* About this exercise:
Could you find every line in the entries below that holds the word "points" and copy it?

* Material shown:
+-------+
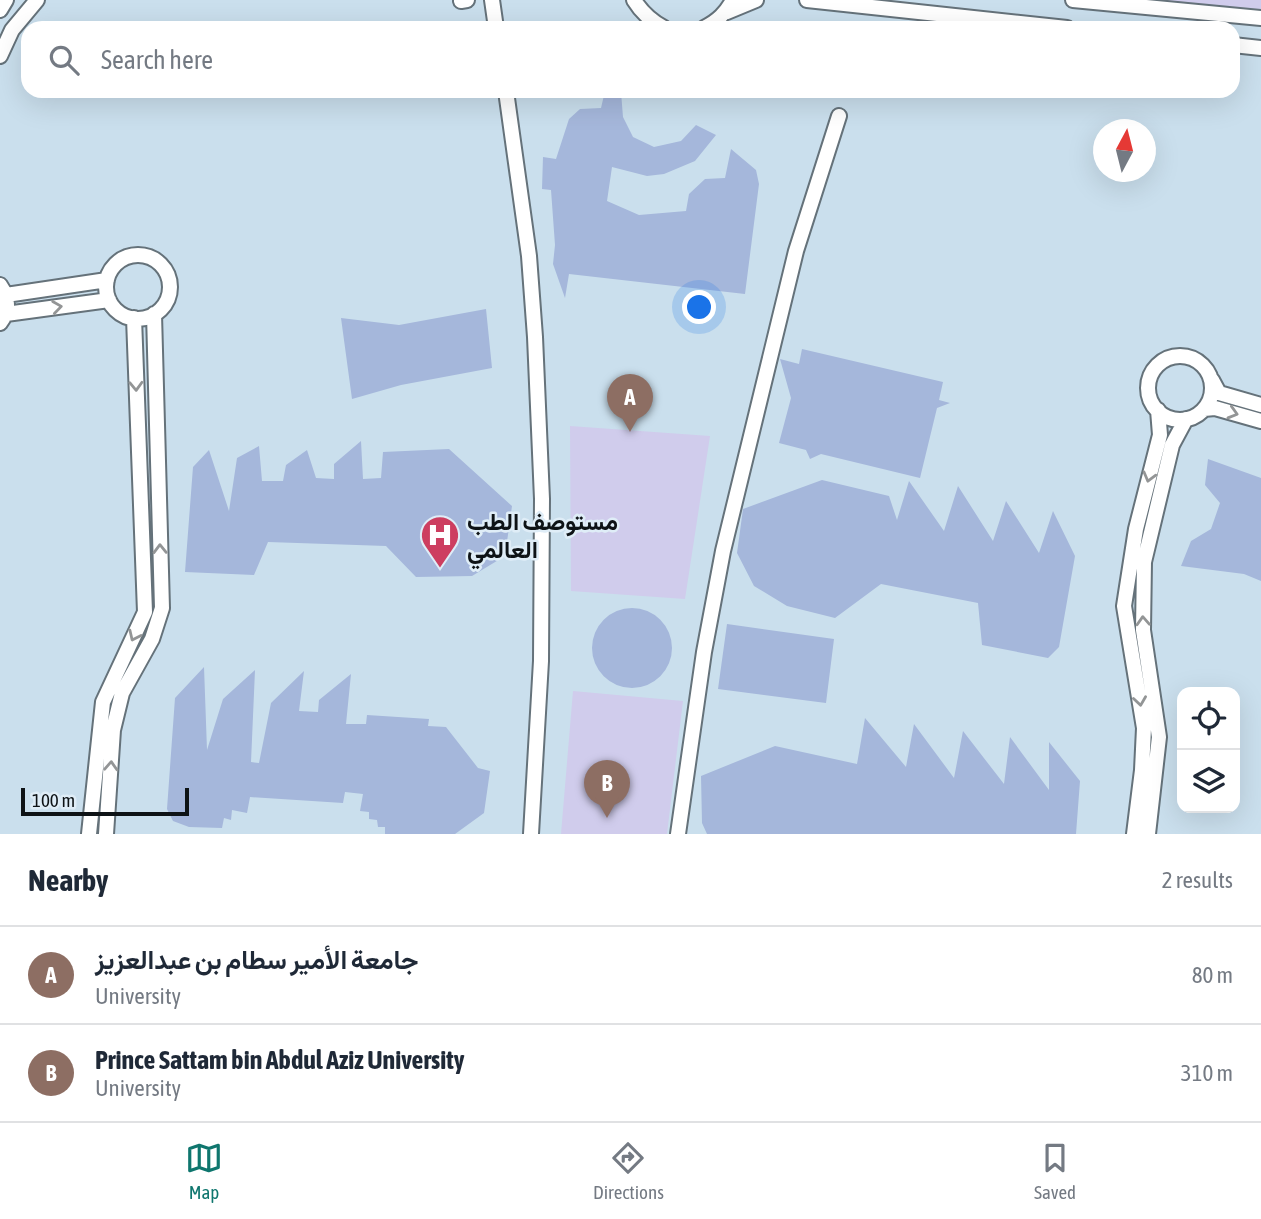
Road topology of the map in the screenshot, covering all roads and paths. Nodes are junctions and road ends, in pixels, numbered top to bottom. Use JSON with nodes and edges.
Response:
+-------+
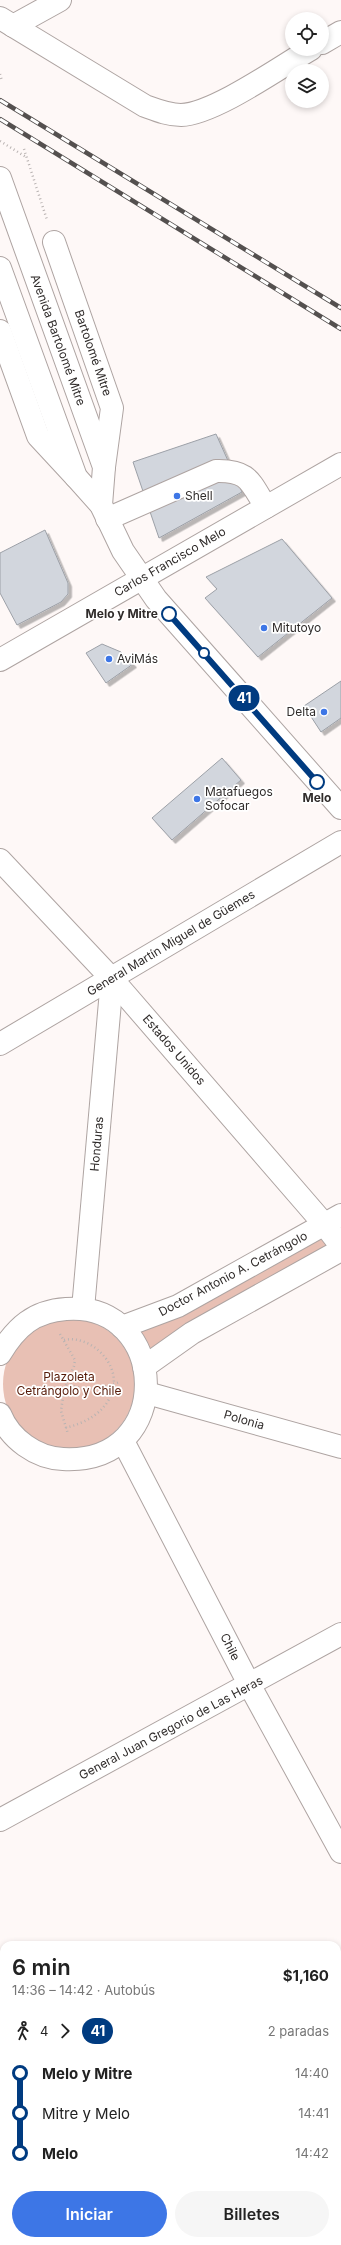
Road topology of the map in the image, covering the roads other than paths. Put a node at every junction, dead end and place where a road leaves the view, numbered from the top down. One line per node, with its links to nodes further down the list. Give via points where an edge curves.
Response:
+-------+
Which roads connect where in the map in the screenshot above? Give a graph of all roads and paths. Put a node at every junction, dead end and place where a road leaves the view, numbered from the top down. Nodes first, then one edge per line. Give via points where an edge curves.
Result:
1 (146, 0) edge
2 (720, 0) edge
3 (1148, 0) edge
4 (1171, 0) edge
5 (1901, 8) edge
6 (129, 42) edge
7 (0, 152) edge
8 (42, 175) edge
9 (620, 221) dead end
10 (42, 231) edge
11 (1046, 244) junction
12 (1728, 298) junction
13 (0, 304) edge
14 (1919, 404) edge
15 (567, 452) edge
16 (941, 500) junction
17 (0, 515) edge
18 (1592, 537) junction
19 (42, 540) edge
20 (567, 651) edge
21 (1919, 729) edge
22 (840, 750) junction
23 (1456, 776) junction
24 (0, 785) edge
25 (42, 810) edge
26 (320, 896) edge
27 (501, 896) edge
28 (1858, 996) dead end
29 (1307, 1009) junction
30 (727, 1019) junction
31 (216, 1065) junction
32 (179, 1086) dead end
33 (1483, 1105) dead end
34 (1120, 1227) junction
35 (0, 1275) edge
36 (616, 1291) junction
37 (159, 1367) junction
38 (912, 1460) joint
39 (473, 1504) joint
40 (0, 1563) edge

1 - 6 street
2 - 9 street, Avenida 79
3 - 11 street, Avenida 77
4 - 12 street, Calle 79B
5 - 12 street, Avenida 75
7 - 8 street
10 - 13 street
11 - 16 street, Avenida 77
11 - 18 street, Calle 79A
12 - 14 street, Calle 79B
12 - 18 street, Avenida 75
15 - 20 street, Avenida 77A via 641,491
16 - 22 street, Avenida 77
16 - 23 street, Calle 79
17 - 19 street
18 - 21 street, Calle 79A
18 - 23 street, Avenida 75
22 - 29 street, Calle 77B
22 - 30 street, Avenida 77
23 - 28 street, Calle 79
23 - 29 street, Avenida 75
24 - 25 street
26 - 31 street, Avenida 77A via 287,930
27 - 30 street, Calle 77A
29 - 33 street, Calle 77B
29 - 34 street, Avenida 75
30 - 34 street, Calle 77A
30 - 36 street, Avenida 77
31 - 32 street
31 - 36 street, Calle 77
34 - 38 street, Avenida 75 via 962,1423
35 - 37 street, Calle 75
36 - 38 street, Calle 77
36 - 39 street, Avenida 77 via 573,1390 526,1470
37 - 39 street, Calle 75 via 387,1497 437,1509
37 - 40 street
+-------+
* Answer to the problem:
Road topology of the map in the image, covering the roads other than paths. Put a node at every junction, dead end and place where a road leaves the view, numbered from the top down. One line per node, with its links to nodes further down the list. Give via points where an edge curves.
Which roads connect where in the map in the screenshot above? Give a graph of all roads and paths. Put a node at every junction, dead end and place where a road leaves the view, numbered from the top down. Nodes first, then one edge per line. Give via points where an edge curves.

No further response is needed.